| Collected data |
<<<<
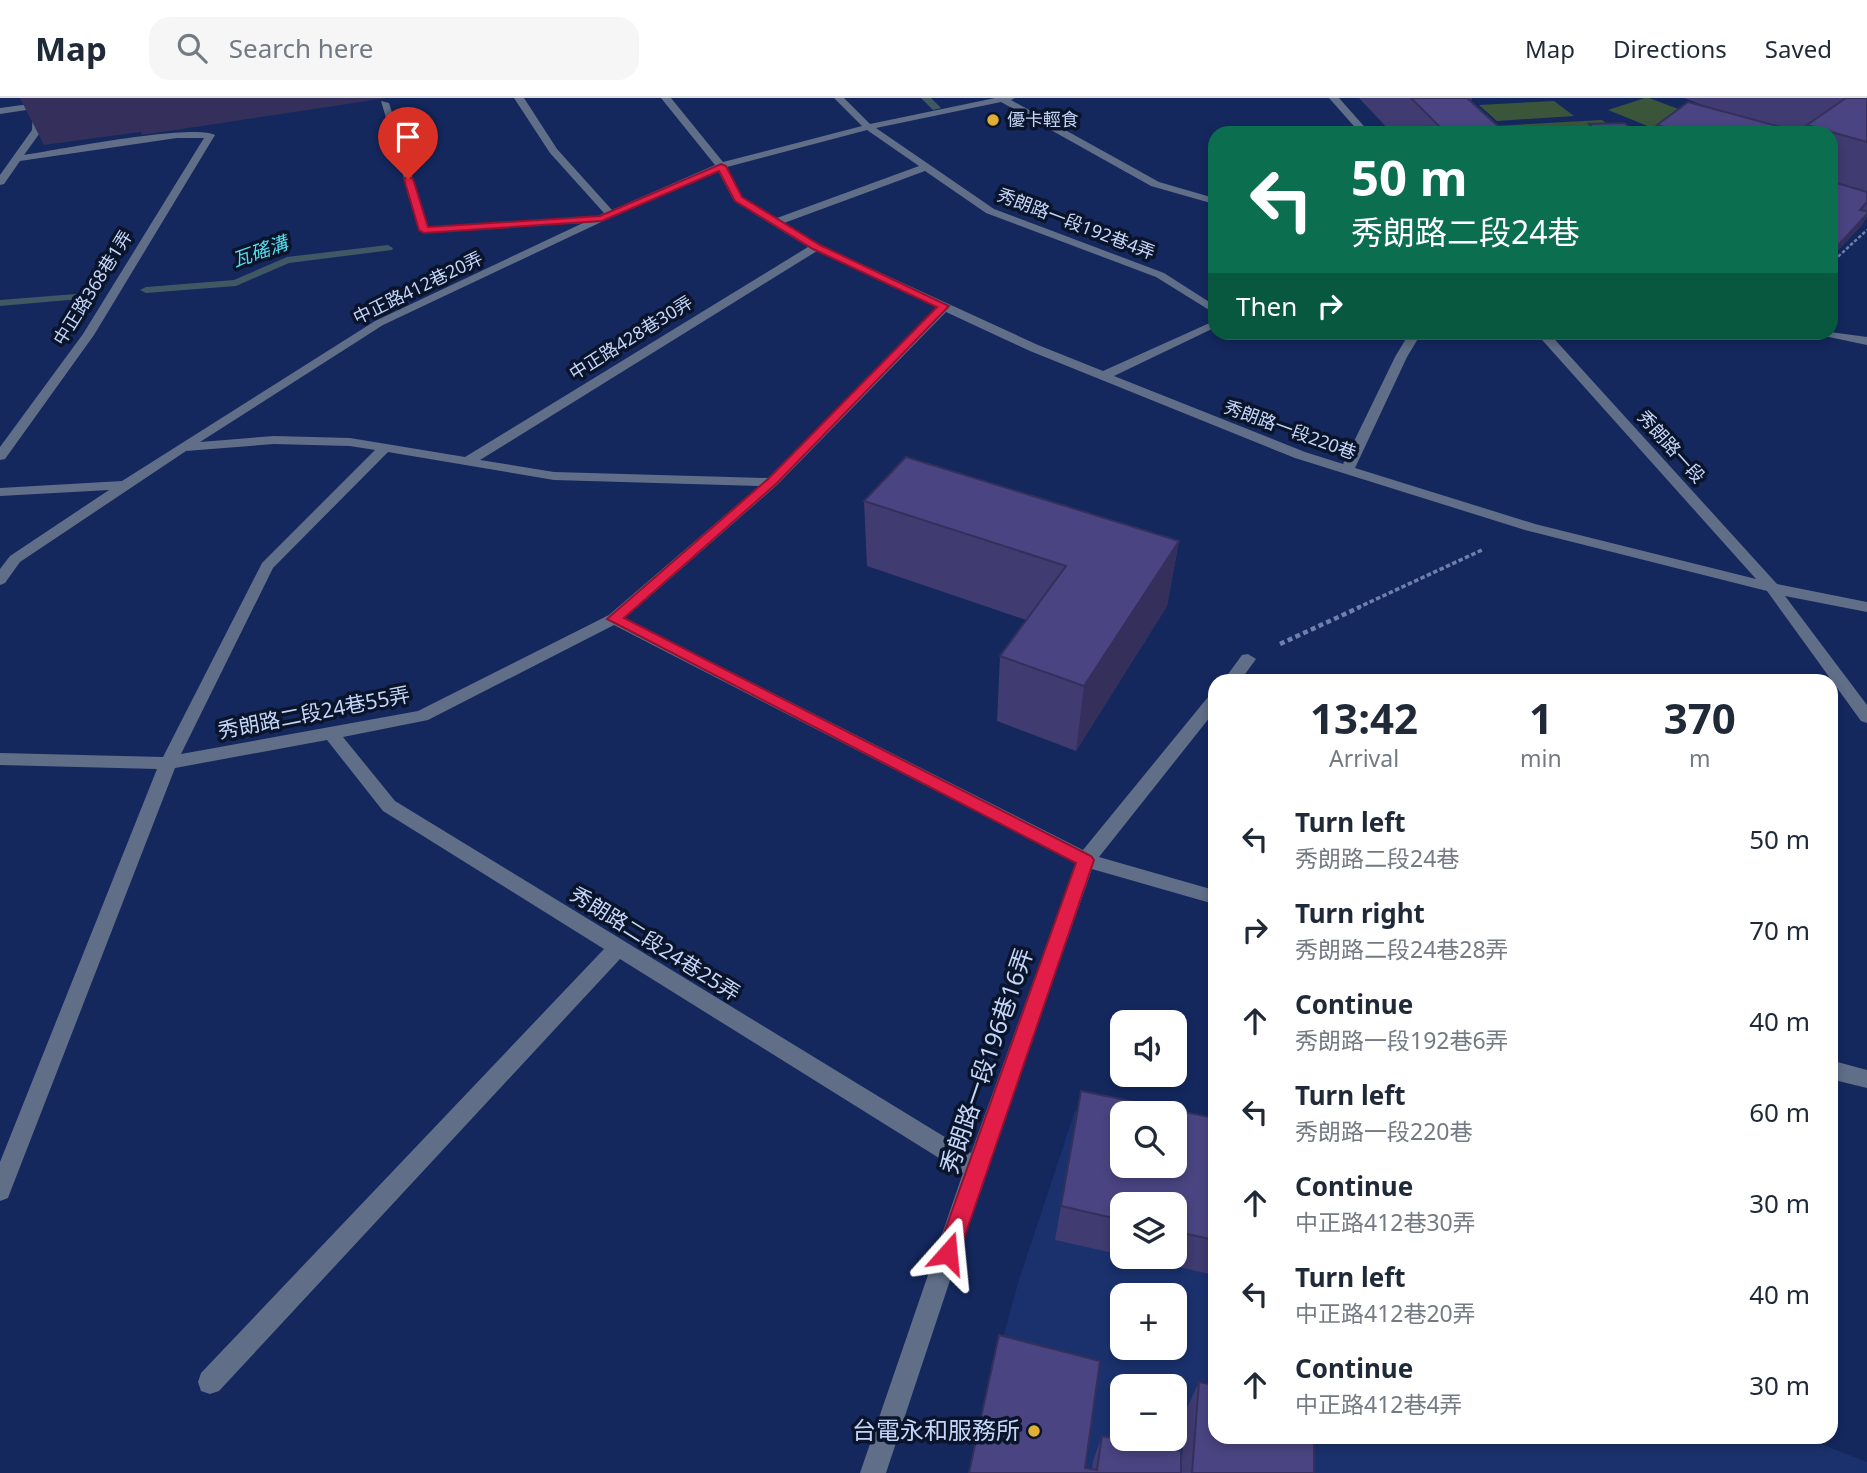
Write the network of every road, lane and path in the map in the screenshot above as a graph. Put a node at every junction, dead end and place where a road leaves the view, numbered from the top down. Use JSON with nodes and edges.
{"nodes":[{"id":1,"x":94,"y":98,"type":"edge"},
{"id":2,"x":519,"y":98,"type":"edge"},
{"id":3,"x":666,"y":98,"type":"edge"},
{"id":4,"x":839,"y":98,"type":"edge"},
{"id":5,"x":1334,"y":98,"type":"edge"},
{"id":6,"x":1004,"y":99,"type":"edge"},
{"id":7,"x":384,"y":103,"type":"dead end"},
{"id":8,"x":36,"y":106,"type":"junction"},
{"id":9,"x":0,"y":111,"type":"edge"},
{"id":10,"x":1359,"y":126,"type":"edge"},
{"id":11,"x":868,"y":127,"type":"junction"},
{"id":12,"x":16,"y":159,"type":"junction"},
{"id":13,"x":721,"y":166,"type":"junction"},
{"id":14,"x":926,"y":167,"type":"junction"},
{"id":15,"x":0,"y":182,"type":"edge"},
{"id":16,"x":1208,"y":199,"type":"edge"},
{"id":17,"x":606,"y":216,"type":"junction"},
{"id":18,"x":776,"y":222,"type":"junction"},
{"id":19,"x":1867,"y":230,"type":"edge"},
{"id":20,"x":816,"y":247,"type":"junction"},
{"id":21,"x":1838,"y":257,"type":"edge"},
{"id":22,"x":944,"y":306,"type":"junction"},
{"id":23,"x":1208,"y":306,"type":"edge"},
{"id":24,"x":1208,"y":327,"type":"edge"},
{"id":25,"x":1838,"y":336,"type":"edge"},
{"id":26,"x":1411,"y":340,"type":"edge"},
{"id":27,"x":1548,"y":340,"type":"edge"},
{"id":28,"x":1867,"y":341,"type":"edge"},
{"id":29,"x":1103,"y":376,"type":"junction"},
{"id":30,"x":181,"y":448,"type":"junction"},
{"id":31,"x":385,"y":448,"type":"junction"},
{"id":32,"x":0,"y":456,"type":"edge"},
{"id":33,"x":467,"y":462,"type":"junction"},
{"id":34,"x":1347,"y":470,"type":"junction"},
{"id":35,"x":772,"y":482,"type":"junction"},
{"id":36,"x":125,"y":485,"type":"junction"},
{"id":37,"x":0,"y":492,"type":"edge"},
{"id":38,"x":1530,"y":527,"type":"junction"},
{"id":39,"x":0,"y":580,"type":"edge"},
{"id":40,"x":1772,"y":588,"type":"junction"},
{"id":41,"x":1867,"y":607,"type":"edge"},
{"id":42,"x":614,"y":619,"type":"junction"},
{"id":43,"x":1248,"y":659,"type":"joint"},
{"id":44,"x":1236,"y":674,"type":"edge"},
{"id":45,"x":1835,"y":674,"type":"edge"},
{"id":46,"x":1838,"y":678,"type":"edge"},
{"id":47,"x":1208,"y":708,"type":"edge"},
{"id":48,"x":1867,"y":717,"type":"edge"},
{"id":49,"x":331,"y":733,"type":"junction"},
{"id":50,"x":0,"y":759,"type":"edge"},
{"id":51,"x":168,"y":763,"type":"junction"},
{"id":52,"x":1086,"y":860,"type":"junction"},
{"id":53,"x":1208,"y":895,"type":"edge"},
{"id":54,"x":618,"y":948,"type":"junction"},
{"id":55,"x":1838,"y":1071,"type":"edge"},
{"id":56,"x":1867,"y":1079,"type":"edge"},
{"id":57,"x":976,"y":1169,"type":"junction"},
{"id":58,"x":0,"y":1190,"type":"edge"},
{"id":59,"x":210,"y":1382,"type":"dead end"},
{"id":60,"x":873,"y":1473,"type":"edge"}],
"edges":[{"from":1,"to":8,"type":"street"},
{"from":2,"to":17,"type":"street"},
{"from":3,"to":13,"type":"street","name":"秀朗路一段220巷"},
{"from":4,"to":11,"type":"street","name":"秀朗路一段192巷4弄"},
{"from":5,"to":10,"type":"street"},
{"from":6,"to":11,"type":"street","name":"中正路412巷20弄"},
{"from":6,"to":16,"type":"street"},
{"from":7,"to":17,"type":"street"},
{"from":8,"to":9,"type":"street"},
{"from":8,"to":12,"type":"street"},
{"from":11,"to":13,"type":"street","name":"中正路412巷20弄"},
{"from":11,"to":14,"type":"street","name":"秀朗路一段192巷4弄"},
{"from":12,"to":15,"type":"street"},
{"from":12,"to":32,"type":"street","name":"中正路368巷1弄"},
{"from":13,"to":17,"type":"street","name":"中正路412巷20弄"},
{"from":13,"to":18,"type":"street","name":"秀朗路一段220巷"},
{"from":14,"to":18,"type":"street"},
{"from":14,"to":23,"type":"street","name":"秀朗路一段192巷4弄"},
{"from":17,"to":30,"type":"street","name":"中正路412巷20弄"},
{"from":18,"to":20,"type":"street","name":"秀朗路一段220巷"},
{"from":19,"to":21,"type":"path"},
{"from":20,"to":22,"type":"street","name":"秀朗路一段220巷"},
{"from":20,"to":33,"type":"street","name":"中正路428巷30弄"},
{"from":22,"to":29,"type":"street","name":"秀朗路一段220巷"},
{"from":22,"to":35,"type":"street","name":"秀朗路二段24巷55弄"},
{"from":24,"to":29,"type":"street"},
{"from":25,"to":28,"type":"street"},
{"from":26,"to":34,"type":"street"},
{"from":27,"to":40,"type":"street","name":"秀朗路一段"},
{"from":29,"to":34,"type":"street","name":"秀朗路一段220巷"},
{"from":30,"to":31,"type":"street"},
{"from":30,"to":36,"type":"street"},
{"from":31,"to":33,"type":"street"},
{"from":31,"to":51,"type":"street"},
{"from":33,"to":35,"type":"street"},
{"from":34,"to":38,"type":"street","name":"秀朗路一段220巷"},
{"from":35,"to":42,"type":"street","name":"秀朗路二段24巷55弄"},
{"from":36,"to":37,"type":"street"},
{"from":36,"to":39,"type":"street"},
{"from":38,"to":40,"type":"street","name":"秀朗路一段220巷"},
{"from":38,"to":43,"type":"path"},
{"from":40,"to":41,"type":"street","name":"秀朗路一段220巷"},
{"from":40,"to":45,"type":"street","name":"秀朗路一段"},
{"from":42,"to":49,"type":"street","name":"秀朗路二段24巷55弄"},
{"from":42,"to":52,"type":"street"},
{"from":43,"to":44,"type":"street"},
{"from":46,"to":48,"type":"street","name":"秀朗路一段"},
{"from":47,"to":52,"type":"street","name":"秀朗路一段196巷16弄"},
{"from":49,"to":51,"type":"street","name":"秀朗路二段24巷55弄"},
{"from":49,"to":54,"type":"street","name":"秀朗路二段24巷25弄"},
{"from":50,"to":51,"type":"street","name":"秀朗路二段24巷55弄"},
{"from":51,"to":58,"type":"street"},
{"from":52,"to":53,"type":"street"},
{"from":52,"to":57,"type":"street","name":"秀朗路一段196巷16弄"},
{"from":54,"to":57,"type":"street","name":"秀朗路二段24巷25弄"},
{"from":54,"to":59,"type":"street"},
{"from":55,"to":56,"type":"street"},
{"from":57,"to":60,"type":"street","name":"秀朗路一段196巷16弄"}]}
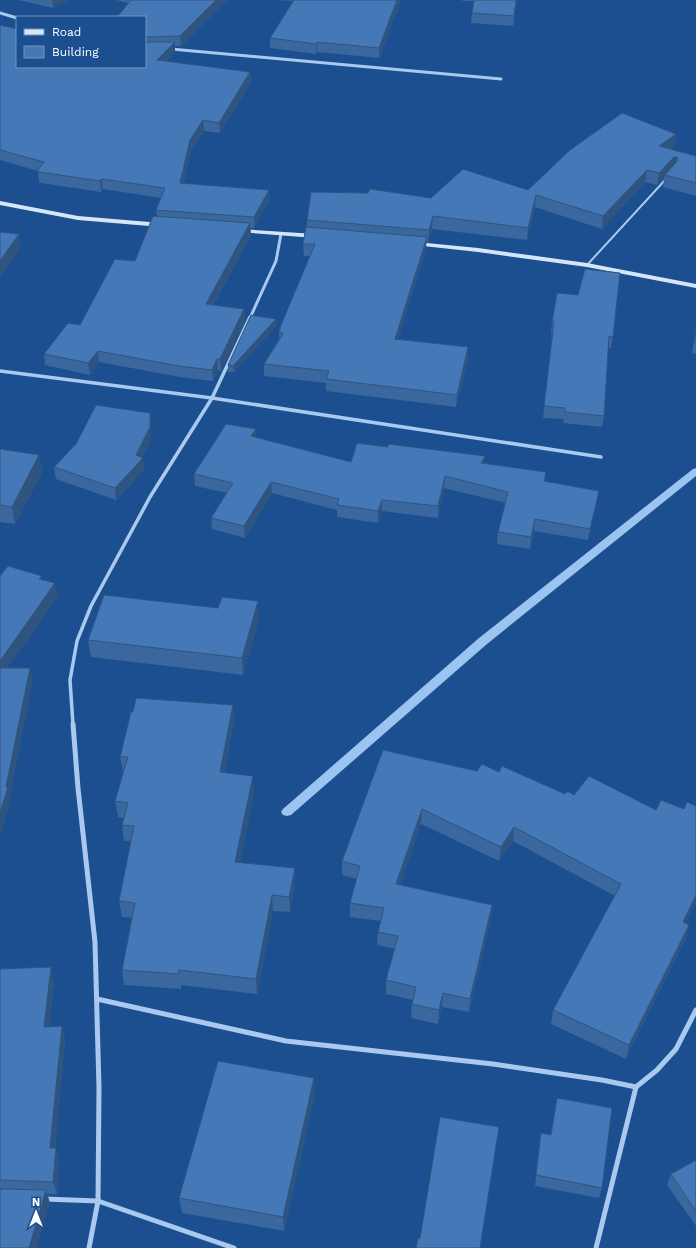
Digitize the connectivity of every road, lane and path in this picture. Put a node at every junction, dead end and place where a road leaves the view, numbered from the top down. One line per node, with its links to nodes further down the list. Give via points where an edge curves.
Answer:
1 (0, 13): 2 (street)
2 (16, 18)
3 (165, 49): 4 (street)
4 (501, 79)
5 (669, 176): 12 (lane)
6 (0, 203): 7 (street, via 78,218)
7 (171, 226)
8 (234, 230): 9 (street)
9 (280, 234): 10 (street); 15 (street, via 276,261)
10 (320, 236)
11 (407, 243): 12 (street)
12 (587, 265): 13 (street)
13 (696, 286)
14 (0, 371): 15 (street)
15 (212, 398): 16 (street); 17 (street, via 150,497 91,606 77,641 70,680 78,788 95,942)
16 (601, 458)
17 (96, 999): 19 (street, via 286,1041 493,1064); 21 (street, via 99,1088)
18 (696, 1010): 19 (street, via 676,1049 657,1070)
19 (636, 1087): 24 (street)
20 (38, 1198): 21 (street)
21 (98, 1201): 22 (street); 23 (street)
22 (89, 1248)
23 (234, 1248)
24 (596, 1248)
>>>>
| About this task |
For the string "place", go through the entries above and copy each line where it occurs.

| Solution below |
Write the network of every road, lane and path in the map in the screenshot above as a graph. Put a node at every junction, dead end and place where a road leaves the view, numbered from the top down. Use JSON with nodes and edges.
Digitize the connectivity of every road, lane and path in this picture. Put a node at every junction, dead end and place where a road leaves the view, numbered from the top down. One line per node, with its links to nodes further down the list. Give via points where an edge curves.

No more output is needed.